Invocando artigos da Constituição, Guaidó se comprometeu a comandar o país para “conseguir o fim da usurpação, um governo de transição e ter eleições livres”. O presidente dos Estados Unidos, Donald Trump, declarou apoio instantes depois da declaração, no que foi seguido por vários vizinhos sul-americanos, como Jair Bolsonaro.

O presidente Nicolás Maduro reagiu dizendo que iria decretar a prisão de Guaidó e anunciado o fim das relações diplomáticas com os Estados Unidos. Rússia, China, Turquia, México e Uruguai anunciaram apoio a seu governo.

“O Maduro está na pior situação desde a morte do Chávez, e é muito provável que ele caia antes de 2025”, avalia o professor Guilherme Casarões, especialista em Ciências Políticas e Relações Internacionais da Fundação Getúlio Vargas (FGV).

“É a primeira vez que vários países em conjunto renegam a legitimidade do poder de Maduro.

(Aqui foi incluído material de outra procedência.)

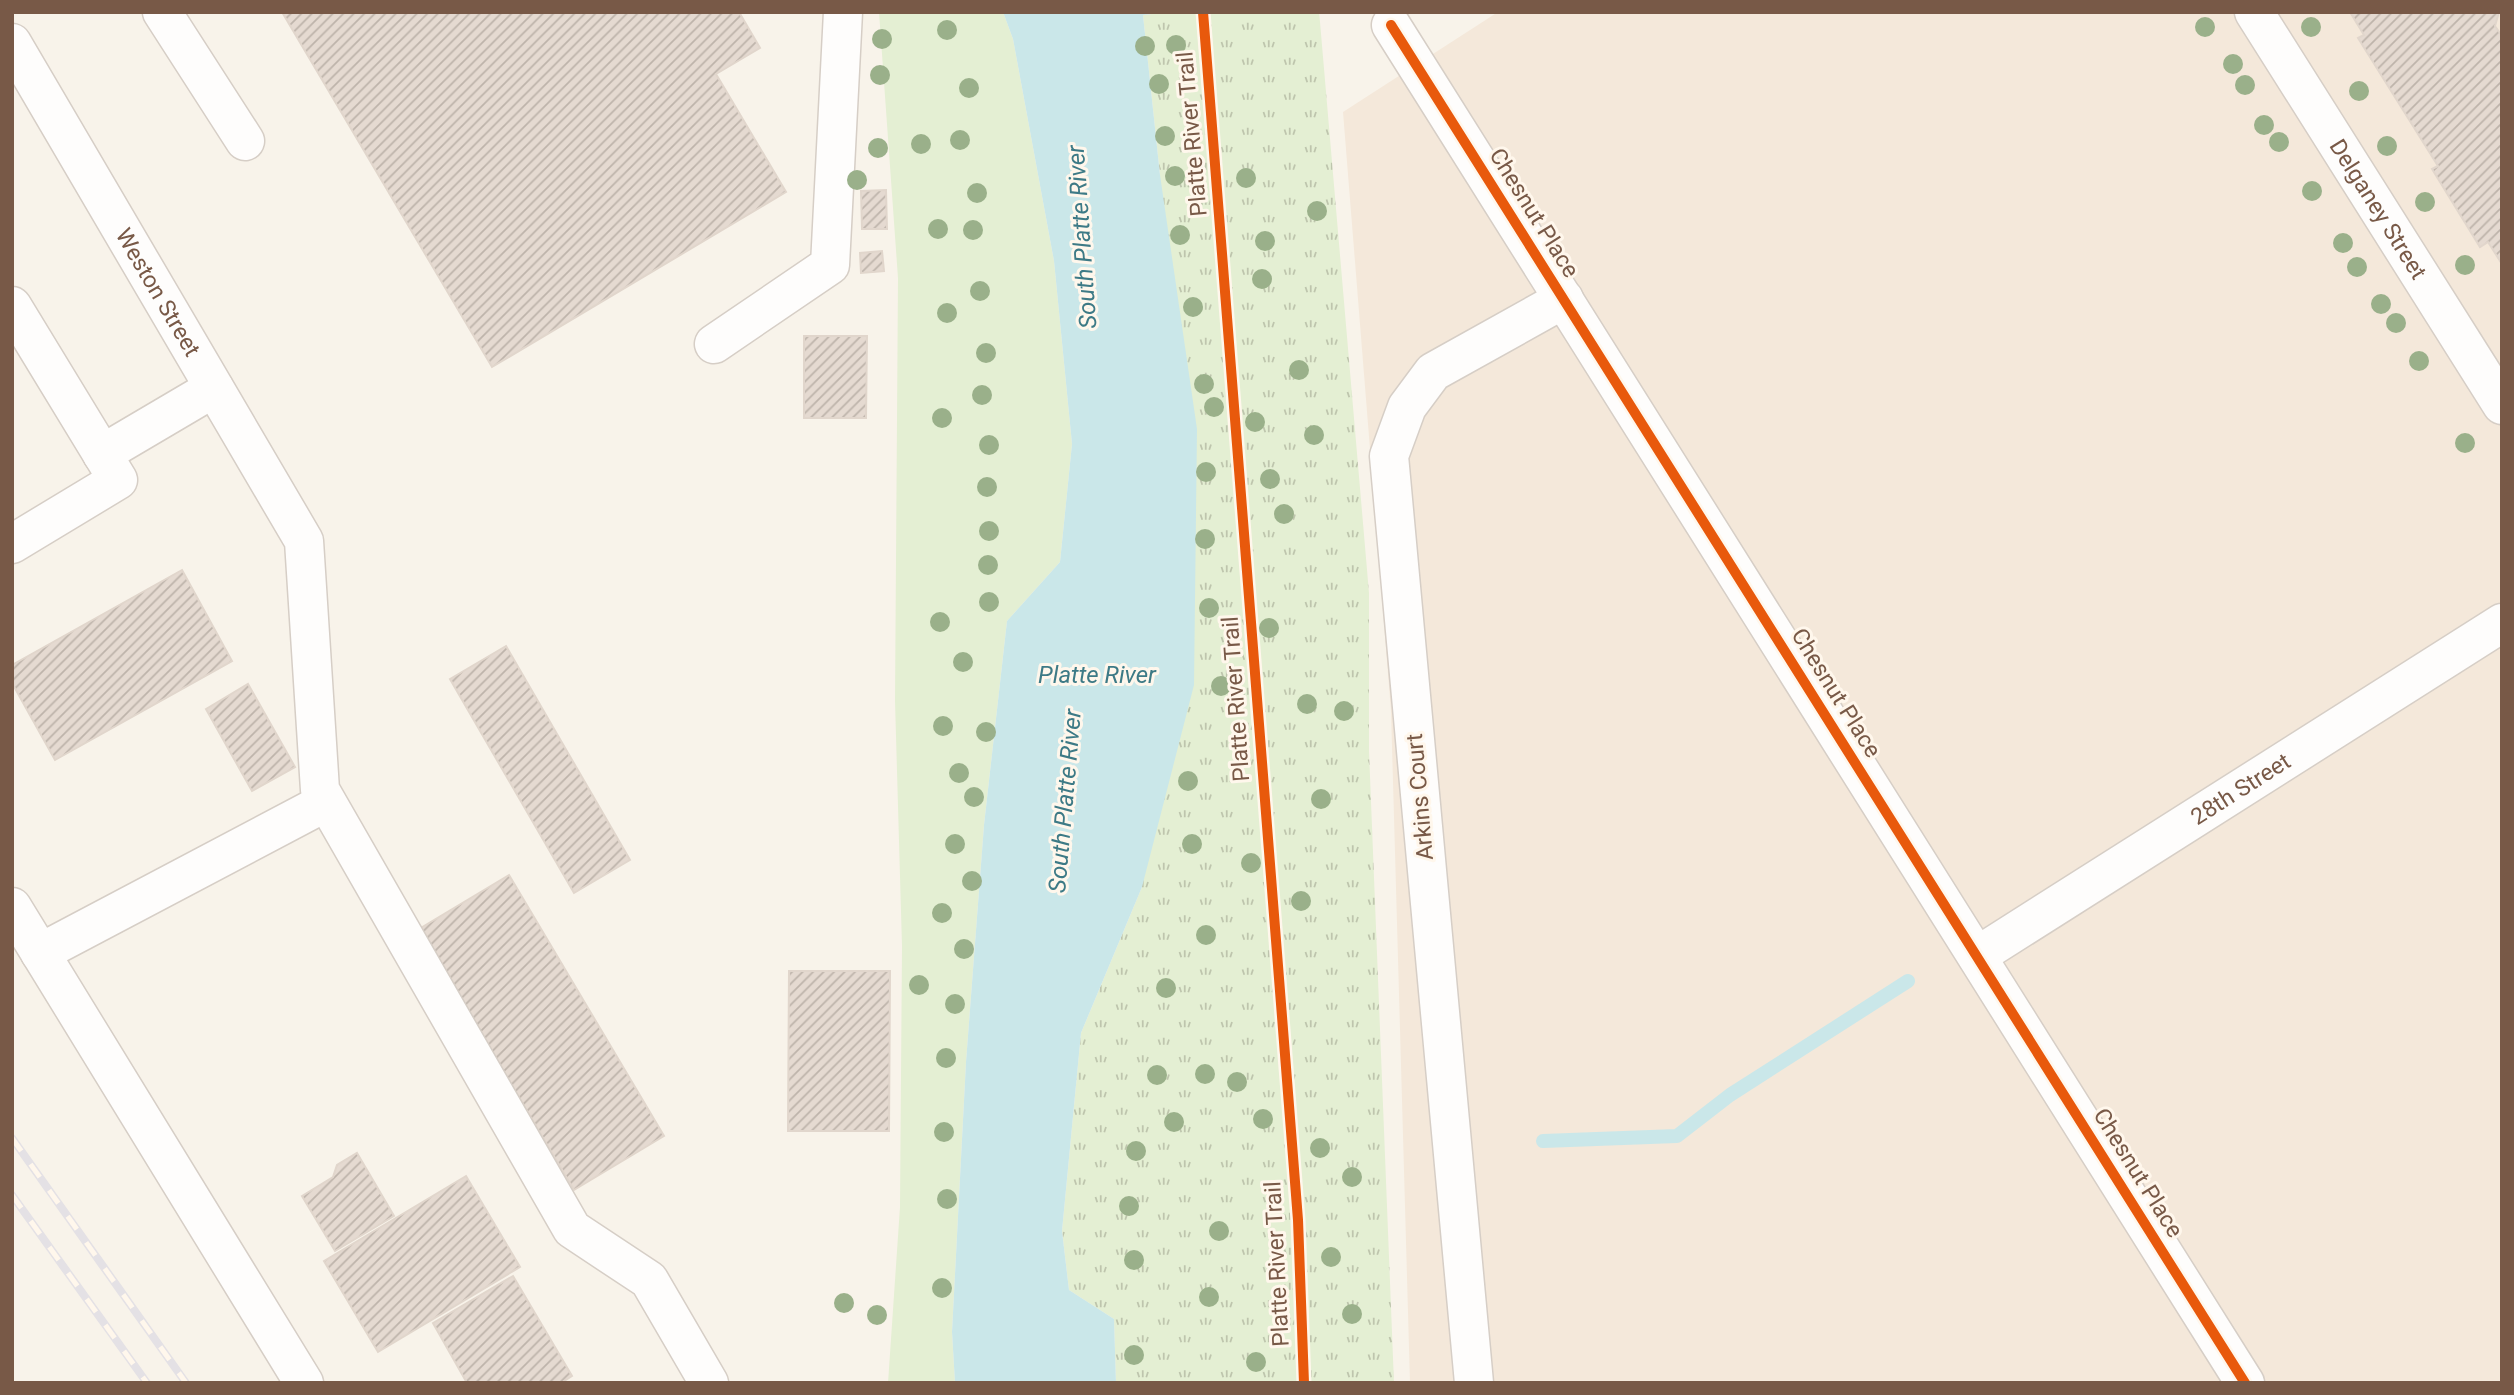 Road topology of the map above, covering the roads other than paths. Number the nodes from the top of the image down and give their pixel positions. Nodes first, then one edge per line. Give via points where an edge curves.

Cada vez mais, ele terá que se fiar às Forças Armadas e a apoios pontuais de alguns países, que ele vem perdendo”, completa.

Herdeiro de Chávez

Ex-motorista de ônibus e afilhado político de Chávez, Nicolás Maduro assumiu a presidência em 2013, depois que seu antecessor morreu vítima de um câncer. Embora a relação com a oposição jamais tenha sido pacífica (em 2002, um golpe fracassado quase apeou Chávez do poder), a morte de seu fundador foi o início de uma disputa que culminou na pior crise do chavismo até então.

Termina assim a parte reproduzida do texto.